O'Hagan Rónán C, Chang Sandy, Maser Richard S, Mohan Ramya, Artandi Steven E, Chin Lynda, DePinho Ronald A
Department of Adult Oncology, Dana-Farber Cancer Institute, Boston, Massachusetts 02115, USA.
Cancer Cell. 2002 Aug;2(2):149-55. doi: 10.1016/s1535-6108(02)00094-6.
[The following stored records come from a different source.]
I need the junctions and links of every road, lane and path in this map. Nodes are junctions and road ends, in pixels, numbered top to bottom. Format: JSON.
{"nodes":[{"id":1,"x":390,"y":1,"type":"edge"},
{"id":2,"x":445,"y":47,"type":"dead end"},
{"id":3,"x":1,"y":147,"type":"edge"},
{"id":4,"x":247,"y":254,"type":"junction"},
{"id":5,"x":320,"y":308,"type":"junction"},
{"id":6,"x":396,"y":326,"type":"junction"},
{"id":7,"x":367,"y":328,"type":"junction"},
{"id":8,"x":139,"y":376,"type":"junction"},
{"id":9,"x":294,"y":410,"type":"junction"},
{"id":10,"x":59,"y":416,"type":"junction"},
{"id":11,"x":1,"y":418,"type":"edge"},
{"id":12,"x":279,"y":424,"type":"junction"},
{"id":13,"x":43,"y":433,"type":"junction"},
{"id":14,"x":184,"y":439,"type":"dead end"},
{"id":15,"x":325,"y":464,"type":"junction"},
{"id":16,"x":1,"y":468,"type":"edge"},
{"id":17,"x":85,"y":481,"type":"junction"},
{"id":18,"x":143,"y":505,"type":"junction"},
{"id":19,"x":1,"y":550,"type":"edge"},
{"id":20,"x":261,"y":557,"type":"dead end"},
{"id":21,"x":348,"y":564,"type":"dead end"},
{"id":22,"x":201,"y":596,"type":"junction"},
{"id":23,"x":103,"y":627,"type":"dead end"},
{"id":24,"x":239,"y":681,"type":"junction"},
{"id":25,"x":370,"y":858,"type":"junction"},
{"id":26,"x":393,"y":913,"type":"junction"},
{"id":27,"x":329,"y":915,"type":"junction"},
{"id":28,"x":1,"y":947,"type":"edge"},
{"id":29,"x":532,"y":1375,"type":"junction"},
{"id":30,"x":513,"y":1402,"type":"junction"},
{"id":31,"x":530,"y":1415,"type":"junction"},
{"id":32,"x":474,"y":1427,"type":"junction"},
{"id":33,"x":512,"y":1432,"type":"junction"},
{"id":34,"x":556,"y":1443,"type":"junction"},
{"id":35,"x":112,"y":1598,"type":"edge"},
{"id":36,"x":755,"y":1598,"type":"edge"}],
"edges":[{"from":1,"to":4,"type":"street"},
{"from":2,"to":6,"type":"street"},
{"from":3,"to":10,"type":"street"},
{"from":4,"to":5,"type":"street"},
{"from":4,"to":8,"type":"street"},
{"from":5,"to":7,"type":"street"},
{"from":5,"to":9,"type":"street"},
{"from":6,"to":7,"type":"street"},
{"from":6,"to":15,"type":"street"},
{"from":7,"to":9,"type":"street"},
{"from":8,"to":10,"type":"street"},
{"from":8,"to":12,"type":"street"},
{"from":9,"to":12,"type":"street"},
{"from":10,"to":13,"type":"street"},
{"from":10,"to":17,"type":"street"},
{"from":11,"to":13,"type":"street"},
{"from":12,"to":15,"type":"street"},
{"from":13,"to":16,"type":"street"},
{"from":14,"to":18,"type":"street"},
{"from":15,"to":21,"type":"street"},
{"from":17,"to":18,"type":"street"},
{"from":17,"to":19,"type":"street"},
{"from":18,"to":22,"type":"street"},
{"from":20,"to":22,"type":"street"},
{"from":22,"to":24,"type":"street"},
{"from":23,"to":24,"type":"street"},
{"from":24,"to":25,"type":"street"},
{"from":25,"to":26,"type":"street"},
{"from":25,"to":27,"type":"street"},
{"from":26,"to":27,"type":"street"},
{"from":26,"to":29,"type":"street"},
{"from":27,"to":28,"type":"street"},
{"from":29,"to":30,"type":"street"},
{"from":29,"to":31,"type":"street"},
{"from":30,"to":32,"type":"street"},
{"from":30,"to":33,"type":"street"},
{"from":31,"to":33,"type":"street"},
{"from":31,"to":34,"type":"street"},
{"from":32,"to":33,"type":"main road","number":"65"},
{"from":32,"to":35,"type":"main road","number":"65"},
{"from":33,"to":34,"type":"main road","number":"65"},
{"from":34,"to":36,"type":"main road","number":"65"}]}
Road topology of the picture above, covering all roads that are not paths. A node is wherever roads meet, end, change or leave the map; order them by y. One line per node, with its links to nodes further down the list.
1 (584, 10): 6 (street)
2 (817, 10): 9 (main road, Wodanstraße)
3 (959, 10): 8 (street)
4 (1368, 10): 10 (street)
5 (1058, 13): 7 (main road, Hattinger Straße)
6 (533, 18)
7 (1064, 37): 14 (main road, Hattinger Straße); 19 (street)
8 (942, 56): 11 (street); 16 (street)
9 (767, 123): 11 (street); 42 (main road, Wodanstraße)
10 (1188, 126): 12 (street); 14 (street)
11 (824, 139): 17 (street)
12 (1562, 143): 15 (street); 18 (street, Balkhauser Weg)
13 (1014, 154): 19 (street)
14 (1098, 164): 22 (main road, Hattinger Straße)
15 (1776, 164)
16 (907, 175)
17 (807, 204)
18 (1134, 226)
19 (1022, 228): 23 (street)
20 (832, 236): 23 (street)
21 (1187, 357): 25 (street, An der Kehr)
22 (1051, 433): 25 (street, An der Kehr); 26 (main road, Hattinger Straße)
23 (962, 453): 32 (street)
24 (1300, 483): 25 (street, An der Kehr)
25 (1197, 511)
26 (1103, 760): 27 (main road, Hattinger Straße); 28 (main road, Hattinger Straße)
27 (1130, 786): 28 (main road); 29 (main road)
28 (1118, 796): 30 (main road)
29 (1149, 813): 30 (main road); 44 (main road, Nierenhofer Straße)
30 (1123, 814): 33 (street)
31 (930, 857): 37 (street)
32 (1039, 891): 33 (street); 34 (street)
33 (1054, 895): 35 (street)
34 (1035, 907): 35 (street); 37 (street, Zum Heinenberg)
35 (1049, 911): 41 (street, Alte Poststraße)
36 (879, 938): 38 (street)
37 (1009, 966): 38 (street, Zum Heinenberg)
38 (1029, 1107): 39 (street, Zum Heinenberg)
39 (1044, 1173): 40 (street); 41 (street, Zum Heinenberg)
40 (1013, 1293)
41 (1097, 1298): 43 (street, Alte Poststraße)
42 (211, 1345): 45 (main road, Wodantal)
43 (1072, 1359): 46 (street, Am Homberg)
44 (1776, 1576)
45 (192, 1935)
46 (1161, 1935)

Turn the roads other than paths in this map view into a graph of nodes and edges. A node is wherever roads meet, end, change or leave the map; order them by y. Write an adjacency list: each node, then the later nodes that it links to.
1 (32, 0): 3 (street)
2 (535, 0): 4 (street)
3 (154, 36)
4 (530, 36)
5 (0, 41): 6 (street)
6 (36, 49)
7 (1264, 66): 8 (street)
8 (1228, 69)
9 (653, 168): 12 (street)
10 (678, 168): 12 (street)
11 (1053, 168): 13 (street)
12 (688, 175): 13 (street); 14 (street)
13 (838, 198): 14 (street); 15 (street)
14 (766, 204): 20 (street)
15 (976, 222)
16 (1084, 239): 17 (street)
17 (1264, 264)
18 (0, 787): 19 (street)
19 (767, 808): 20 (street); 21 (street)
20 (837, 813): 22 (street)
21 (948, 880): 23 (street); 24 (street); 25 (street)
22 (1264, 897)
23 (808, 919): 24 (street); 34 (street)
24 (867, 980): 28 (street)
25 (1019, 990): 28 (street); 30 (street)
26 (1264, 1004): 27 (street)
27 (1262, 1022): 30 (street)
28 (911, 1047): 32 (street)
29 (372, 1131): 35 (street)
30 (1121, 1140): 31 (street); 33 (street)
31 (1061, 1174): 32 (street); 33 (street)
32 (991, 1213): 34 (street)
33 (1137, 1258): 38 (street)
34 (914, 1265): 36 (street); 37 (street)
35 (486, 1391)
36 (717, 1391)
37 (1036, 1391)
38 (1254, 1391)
Telomere dysfunction and associated fusion-breakage in the mouse encourages epithelial carcinogenesis and a more humanized genomic profile that includes nonreciprocal translocations (NRTs). Here, array comparative genomic hybridization was used to determine the pathogenic significance of NRTs and to determine whether telomere dysfunction also drives amplifications and deletions of cancer-relevant loci. Compared to tumors arising in mice with intact telomeres, tumors with telomere dysfunction possessed higher levels of genomic instability and showed numerous amplifications and deletions in regions syntenic to human cancer hotspots. These observations suggest that telomere-based crisis provides a mechanism of chromosomal instability, including regional amplifications and deletions, that drives carcinogenesis. This model provides a platform for discovery of genes responsible for the major cancers affecting aged humans.
小鼠中的端粒功能障碍及相关的融合-断裂会促进上皮癌发生,并形成更具人类特征的基因组图谱,其中包括非相互易位(NRTs)。在此,利用阵列比较基因组杂交来确定NRTs的致病意义,并确定端粒功能障碍是否也会驱动癌症相关基因座的扩增和缺失。与端粒完整的小鼠所产生的肿瘤相比,端粒功能障碍的肿瘤具有更高水平的基因组不稳定性,并且在与人类癌症热点区域同源的区域显示出大量的扩增和缺失。这些观察结果表明,基于端粒的危机提供了一种染色体不稳定性机制,包括区域扩增和缺失,从而驱动癌症发生。该模型为发现导致影响老年人类的主要癌症的基因提供了一个平台。